Une présumée victime aurait voulu voir un prêtre accusé d’agression en cour

POWERVIEW, Man. — Une femme des Premières Nations dit qu’un prêtre de 92 ans accusé de l’avoir agressée lorsqu’elle était élève dans un ancien pensionnat a fait preuve de lâcheté en omettant d’assister à sa première comparution devant le tribunal.

Arthur Masse fait face à un chef d’accusation d’attentat à la pudeur. La présumée victime avait 10 ans au moment des faits allégués et fréquentait le pensionnat de Fort Alexander, au Manitoba.

Son avocat a comparu en son nom devant le tribunal de Powerview, au nord de Winnipeg, et sa prochaine date d’audience a été fixée au 17 août.
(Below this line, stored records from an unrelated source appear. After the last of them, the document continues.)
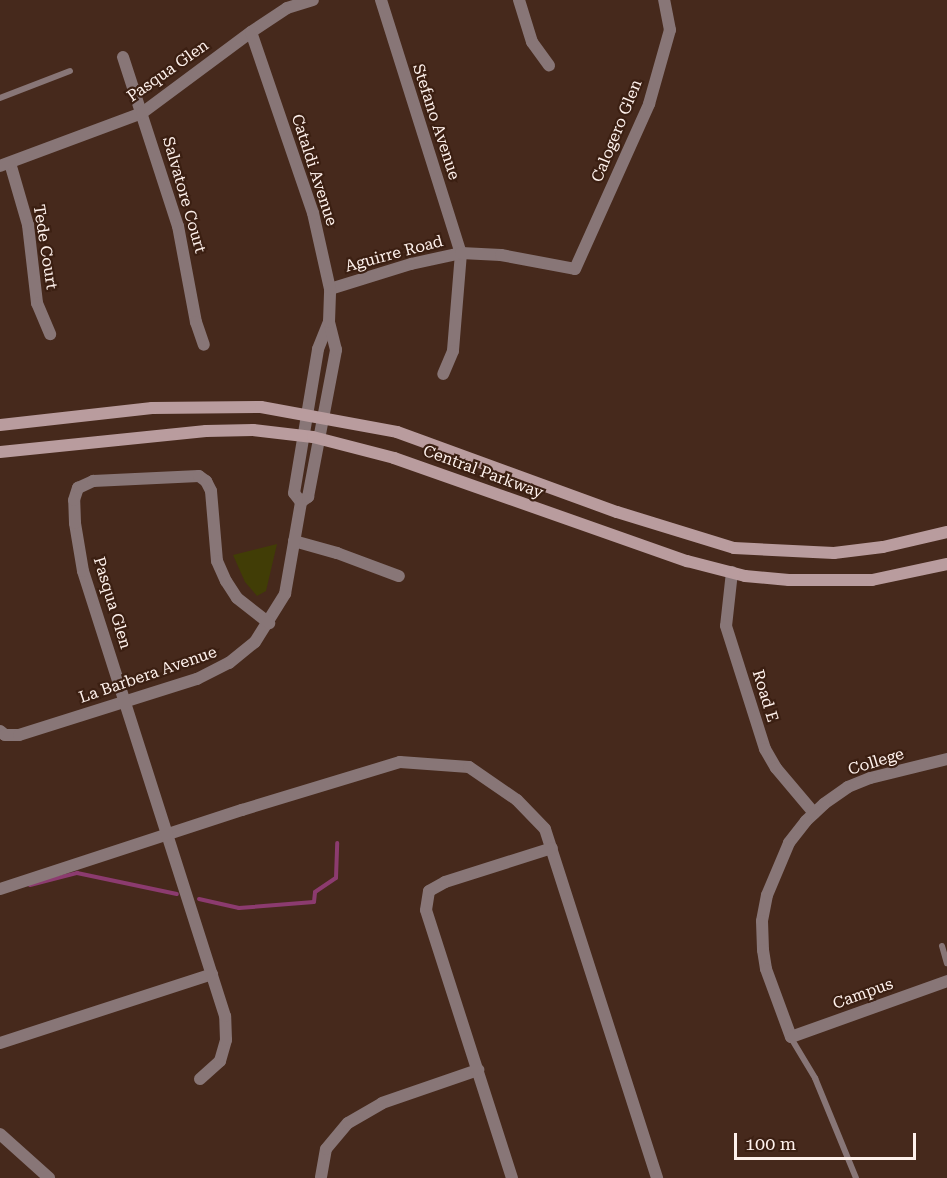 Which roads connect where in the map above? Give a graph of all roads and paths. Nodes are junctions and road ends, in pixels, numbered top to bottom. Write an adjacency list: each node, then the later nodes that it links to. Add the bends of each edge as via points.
1 (313, 0): 5 (street, Pasqua Glen, via 287,8)
2 (381, 0): 12 (street, Stefano Avenue)
3 (519, 0): 7 (street, via 532,42)
4 (664, 0): 13 (street, Calogero Glen, via 669,30 649,104)
5 (251, 32): 10 (street, Pasqua Glen); 14 (street, Cataldi Avenue, via 313,213)
6 (123, 57): 10 (street, Salvatore Court)
7 (549, 65)
8 (70, 71): 9 (lane)
9 (0, 98)
10 (142, 113): 11 (street, Pasqua Glen); 17 (street, Salvatore Court, via 178,226)
11 (5, 165): 16 (street, Tede Court, via 28,225 37,303)
12 (461, 254): 13 (street, Aguirre Road, via 501,255); 14 (street, Aguirre Road, via 411,264); 18 (street, via 453,351)
13 (574, 269)
14 (330, 289): 15 (street, Cataldi Avenue)
15 (329, 322): 19 (street, Cataldi Avenue, via 318,349); 20 (street, Cataldi Avenue, via 336,350)
16 (50, 334)
17 (204, 345)
18 (443, 374)
19 (306, 419): 20 (main road, Central Parkway); 21 (main road, Central Parkway, via 261,407 152,408); 22 (street, La Barbera Avenue)
20 (322, 421): 23 (street, La Barbera Avenue); 26 (main road, Central Parkway, via 397,432 617,512 734,548 834,553 883,547)
21 (0, 425)
22 (303, 436): 23 (main road, Central Parkway); 24 (main road, Central Parkway, via 253,430 197,432); 25 (street, La Barbera Avenue, via 294,493)
23 (320, 439): 25 (street, La Barbera Avenue, via 308,498); 29 (main road, Central Parkway, via 394,458 676,558)
24 (0, 452)
25 (301, 502): 27 (street, La Barbera Avenue)
26 (947, 532)
27 (294, 541): 30 (street); 31 (street, La Barbera Avenue, via 285,594)
28 (947, 564): 29 (main road, Central Parkway, via 872,580 846,581 789,580)
29 (732, 572): 35 (street, Road E, via 726,626 765,749)
30 (399, 576)
31 (269, 622): 32 (street, La Barbera Avenue, via 255,642 230,663 197,679); 32 (street, Pasqua Glen, via 237,598 217,561 210,491 200,476 93,481 78,488 75,523 83,571)
32 (126, 702): 33 (street, La Barbera Avenue, via 19,735); 36 (street, Pasqua Glen)
33 (3, 733)
34 (947, 759): 35 (street, College, via 870,778 848,787)
35 (814, 813): 43 (street, College, via 789,843 776,868 762,921 766,969)
36 (168, 834): 37 (street, via 400,762 468,768 517,800 545,829); 38 (street); 41 (street, Pasqua Glen)
37 (552, 848): 45 (street, via 445,882 429,891 426,910); 51 (street)
38 (0, 890)
39 (942, 946): 40 (lane)
40 (947, 963)
41 (212, 974): 44 (street); 46 (street, Pasqua Glen, via 225,1016 226,1040 220,1061)
42 (947, 981): 43 (street, Campus)
43 (791, 1037): 52 (lane, via 815,1078)
44 (0, 1043)
45 (478, 1070): 49 (street, via 382,1103 348,1123 326,1149); 50 (street)
46 (200, 1079)
47 (0, 1134): 48 (street)
48 (49, 1178)
49 (321, 1178)
50 (512, 1178)
51 (657, 1178)
52 (856, 1178)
Victoria McIntosh, qui a 63 ans, dit qu’elle avait espéré que le prêtre serait devant le tribunal afin qu’elle puisse lui faire face pour la première fois en plus de 50 ans.

Au tribunal, elle tenait un chandail qu’elle portait lorsqu’elle était enfant.

Elle dit que parler de son expérience au pensionnat a été l’une des choses les plus difficiles qu’elle ait faites, mais elle a l’impression d’avoir enfin été entendue.

La Presse Canadienne ne nomme généralement pas les plaignants dans de tels cas, mais Mme McIntosh a déclaré qu’elle voulait parler publiquement et aucune interdiction de publication n’a été ordonnée.